One investor relations professional at a large firm said the firm continues to gather data about how other firms allocate and disclose co-investments, looking for best practices. Generally GPs will favor those LPs who ask for access in their legal documents; then LPs with whom the GP has worked in the past; then LPs, like large institutions, who can react and transact quickly; and then to other LPs.
Some LPs simply forgo asking for access to co-investments because they don’t have capacity to take part, which is helpful to GPs, the IR professional said.

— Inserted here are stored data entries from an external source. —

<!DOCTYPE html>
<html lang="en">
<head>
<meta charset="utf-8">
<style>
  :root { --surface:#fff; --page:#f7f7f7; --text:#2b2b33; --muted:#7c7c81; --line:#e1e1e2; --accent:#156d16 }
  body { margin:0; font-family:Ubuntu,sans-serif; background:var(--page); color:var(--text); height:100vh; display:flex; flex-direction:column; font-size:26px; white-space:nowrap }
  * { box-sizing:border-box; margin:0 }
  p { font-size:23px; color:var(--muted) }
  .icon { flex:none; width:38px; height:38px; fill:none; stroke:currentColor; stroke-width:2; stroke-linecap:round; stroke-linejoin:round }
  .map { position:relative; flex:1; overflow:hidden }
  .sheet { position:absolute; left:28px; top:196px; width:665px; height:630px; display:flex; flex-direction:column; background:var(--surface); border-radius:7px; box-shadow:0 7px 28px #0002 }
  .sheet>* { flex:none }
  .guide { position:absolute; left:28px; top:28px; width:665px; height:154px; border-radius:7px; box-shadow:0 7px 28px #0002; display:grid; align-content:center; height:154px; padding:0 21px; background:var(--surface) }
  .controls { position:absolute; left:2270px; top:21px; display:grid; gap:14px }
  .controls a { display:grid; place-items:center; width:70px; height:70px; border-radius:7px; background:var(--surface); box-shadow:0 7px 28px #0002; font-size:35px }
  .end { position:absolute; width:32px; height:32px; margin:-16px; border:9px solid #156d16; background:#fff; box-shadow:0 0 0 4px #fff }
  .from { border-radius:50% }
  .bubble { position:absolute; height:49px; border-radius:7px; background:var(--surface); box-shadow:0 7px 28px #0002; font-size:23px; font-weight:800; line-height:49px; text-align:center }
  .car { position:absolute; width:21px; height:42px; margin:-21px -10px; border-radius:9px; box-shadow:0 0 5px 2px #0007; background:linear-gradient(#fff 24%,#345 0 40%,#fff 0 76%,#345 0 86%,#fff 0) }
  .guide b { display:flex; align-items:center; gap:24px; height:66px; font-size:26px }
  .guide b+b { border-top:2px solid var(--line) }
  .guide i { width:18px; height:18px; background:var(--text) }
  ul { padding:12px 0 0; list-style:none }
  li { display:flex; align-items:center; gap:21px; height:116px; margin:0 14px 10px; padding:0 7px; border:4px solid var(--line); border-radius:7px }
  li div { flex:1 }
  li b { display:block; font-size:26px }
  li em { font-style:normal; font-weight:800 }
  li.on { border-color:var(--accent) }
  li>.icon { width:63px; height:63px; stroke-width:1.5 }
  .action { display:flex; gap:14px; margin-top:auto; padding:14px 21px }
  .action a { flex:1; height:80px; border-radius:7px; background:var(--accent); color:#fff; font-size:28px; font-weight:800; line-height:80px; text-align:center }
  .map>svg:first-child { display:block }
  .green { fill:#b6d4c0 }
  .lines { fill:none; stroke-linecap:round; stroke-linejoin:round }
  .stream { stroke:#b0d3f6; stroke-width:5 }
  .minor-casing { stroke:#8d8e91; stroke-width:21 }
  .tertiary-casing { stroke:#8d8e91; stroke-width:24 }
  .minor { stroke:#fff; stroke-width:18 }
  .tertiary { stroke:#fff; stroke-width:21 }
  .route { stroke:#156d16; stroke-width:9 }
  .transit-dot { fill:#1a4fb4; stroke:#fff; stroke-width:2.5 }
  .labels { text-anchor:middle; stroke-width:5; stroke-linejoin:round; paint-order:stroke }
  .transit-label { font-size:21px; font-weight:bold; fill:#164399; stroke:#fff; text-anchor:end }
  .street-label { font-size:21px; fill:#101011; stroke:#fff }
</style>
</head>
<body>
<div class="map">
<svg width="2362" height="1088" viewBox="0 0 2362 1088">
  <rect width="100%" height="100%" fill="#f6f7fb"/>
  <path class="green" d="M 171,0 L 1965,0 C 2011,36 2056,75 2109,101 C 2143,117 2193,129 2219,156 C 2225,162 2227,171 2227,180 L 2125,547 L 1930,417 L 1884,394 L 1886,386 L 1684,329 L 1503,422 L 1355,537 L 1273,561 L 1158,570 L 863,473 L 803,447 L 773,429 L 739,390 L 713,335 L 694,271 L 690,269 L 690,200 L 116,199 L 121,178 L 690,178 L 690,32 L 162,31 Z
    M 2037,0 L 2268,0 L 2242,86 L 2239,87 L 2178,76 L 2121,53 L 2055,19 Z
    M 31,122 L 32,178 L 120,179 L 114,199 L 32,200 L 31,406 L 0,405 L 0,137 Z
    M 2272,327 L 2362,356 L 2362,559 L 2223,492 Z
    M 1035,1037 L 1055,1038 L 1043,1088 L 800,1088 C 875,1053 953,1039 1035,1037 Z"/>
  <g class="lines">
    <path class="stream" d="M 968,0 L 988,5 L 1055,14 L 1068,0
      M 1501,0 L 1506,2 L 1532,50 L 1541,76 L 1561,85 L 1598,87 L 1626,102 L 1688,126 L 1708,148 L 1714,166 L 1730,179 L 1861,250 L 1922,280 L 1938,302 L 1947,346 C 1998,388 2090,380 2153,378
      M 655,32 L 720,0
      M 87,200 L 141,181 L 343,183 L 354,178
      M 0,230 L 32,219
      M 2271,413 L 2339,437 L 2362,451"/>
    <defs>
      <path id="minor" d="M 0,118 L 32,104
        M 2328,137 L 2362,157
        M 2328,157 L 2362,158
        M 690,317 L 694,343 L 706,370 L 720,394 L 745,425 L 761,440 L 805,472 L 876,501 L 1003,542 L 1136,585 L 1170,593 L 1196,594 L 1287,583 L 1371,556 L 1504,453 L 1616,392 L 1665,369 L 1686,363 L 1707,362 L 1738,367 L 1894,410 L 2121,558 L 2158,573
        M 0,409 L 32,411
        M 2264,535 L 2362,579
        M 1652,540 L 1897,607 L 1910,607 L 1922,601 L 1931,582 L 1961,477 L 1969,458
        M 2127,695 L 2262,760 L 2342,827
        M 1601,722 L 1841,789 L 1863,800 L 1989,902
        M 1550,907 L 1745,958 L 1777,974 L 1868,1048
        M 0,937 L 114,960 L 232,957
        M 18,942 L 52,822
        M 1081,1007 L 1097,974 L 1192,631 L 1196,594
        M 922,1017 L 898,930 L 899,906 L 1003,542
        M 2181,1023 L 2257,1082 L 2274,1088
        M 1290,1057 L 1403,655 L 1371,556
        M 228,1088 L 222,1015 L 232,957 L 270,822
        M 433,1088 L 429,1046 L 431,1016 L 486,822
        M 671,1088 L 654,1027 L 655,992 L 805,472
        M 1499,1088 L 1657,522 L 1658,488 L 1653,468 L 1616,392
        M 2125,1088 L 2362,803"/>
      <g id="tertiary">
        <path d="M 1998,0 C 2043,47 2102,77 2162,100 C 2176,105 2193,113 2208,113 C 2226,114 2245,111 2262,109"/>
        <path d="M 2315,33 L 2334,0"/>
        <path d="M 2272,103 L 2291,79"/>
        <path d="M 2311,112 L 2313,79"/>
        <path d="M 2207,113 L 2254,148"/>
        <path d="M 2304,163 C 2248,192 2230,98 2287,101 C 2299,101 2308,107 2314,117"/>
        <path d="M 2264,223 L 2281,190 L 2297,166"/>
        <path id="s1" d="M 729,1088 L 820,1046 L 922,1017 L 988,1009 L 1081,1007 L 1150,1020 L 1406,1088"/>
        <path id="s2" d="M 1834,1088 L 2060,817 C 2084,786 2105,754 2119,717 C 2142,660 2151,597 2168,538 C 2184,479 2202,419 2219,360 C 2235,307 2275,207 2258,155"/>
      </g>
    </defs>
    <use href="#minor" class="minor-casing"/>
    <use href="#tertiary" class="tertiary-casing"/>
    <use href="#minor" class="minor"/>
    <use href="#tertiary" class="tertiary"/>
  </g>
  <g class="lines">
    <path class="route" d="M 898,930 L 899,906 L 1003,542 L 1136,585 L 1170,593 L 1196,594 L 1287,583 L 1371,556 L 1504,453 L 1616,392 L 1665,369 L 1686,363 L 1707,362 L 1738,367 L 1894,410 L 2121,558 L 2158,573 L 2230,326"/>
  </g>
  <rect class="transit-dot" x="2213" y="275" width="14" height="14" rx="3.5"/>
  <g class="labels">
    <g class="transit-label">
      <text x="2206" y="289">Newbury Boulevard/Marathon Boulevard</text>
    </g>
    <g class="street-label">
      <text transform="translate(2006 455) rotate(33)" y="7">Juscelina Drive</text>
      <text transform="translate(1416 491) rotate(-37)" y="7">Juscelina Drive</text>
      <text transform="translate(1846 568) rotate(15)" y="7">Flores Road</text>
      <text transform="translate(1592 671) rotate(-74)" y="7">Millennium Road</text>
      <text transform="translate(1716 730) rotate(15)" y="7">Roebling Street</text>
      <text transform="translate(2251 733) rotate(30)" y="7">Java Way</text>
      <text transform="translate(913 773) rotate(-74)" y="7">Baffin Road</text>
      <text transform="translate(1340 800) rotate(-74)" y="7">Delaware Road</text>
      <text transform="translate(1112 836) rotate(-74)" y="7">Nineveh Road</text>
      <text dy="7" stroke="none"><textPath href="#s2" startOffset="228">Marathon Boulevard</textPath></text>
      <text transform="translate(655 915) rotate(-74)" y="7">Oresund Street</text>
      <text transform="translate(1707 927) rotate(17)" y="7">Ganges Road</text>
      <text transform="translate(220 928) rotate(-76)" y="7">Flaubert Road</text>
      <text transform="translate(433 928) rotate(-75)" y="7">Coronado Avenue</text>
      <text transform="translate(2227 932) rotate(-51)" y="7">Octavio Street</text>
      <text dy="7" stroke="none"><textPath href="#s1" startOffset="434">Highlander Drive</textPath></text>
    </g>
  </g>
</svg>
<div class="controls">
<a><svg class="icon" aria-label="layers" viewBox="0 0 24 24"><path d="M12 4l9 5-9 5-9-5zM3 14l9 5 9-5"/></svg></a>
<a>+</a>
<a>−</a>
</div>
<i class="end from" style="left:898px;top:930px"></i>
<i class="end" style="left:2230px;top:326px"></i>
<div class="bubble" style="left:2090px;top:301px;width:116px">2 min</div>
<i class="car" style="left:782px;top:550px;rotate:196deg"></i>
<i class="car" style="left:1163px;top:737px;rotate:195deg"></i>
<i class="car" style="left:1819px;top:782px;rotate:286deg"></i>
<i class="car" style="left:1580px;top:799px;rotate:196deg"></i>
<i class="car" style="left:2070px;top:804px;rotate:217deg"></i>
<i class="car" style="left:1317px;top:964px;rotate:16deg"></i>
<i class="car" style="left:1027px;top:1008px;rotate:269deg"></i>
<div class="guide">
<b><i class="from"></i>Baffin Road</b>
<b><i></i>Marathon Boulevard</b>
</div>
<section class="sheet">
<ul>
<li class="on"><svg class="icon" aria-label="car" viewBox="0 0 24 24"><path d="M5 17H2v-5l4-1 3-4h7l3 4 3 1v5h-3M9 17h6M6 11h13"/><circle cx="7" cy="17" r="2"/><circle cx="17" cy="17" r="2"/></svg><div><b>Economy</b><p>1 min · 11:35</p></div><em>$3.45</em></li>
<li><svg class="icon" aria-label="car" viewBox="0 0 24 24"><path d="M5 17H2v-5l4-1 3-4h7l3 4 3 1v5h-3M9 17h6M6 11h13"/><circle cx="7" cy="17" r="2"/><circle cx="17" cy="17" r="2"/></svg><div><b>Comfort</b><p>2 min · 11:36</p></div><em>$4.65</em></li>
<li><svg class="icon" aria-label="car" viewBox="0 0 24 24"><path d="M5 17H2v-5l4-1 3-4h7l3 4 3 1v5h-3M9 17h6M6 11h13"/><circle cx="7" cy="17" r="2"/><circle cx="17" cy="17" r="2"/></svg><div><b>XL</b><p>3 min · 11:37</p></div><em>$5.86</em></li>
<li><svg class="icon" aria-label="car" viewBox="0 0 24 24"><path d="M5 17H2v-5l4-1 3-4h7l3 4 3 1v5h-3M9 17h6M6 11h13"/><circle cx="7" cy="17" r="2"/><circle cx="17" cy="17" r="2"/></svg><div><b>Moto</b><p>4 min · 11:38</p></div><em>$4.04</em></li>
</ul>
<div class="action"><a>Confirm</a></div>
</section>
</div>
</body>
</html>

This is a big, important issue because so many LPs want access to juicy co-investments on a no-fee, no-carry basis. It’s like little gems a GP can offer to investors, but the question is, who gets what? As is usually the case with PE regulation, GPs should make sure they have a written policy they can point to if the agency comes knocking. (And make sure to follow that policy, natch.)
Another example of “favoritism” is GPs giving lending business to certain LPs in their funds, like insurance companies, without proper disclosure, Buyouts reported last year. This is all to make sure all LPs in a fund are aware that certain LPs have the benefit of an enhanced relationship with the GP, sources told me last year.
The idea of keeping the playing field as level as possible for all LPs, big and small, makes sense.
Enhancing disclosure around how a GP allocates co-investment opportunities really shouldn’t be that burdensome and seems like a positive — as long as the SEC is simply looking for more transparency, and is not interested in regulating exactly how GPs should go about allocating co-investment opportunities.